Combining \(T(h)\) and \(T(h/2)\) to eliminate the \(c_2 h^2\) term: \(T(h/2) = I + c_2(h/2)^2 + \cdots\), so \(\frac{4T(h/2) - T(h)}{3} = I + O(h^4)\). This is \(R_{1,1}\). Applying the same idea to eliminate \(O(h^4)\) gives \(R_{2,2}\) with error \(O(h^6)\), and so on.
25.4 Adaptive Quadrature
On \([a, b]\), compare the single-panel estimate \(S(a,b)\) to \(S(a, m) + S(m, b)\) where \(m = (a+b)/2\). If \[\delta = |S(a,b) - S(a,m) - S(m,b)| > 15\varepsilon,\] recurse on each half. The factor \(1/15\) is the Richardson extrapolation constant for Simpson’s \(O(h^4)\) rule.
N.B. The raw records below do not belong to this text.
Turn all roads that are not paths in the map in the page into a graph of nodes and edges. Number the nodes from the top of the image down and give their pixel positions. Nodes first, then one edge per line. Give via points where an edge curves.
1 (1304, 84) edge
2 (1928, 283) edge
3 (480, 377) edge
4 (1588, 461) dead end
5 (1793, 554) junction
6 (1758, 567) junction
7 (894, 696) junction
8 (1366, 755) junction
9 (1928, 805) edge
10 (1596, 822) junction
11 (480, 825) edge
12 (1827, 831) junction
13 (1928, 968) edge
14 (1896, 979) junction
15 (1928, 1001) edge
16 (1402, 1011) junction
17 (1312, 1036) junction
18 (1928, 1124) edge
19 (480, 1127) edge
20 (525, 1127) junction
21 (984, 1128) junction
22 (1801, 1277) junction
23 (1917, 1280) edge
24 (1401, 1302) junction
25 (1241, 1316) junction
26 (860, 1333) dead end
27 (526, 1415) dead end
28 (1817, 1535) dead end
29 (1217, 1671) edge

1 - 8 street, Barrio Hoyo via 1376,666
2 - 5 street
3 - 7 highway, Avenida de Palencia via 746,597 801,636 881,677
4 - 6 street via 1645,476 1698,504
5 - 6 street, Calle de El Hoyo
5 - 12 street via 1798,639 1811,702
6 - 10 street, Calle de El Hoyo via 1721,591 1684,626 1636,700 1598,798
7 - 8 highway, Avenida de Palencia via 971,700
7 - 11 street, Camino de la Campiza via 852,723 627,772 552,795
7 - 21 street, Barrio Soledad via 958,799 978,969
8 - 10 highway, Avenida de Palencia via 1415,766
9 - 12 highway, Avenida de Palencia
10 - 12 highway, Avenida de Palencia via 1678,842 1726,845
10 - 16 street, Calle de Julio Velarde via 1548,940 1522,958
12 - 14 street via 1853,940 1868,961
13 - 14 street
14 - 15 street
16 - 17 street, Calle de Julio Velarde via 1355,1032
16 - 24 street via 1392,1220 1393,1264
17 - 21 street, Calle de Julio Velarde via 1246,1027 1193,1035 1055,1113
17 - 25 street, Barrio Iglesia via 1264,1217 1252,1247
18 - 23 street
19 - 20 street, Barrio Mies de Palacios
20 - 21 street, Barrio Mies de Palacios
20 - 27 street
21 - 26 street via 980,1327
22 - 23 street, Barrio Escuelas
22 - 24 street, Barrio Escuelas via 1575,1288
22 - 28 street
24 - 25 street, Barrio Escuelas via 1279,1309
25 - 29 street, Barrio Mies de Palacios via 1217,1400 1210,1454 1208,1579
Adaptive methods automatically concentrate evaluations near singularities, sharp peaks, and rapid oscillations, rather than distributing them uniformly.
25.5 Exercises
Derive the trapezoidal weights \(w_0 = w_n = h/2\), \(w_i = h\) (\(i = 1, ..., n-1\)) by integrating the piecewise linear interpolant of \(f\).
Show that the trapezoidal rule is exact for \(f(x) = \sin(x)\) integrated over \([0, 2\pi]\) for any \(n\). (Hint: use the Euler-Maclaurin expansion or the DFT.)
Derive the \(p = 2\) Gauss-Legendre nodes and weights on \([-1, 1]\) from scratch: find the roots of \(P_2(x) = \frac{1}{2}(3x^2 - 1)\) and compute the weights by requiring exactness for \(f(x) = 1\) and \(f(x) = x^2\).
Build the Romberg table for \(\int_0^1 e^x\,dx = e - 1\) using \(T(1)\), \(T(1/2)\), \(T(1/4)\). Compute \(R_{1,1}\) and \(R_{2,2}\) by hand and compare errors with \(T(1/4)\).
The trapezoidal rule is \(O(h^2)\) for general \(f\) but achieves exponential convergence for periodic, analytic \(f\) on \([0, 2\pi]\). Explain why, using the Euler-Maclaurin expansion.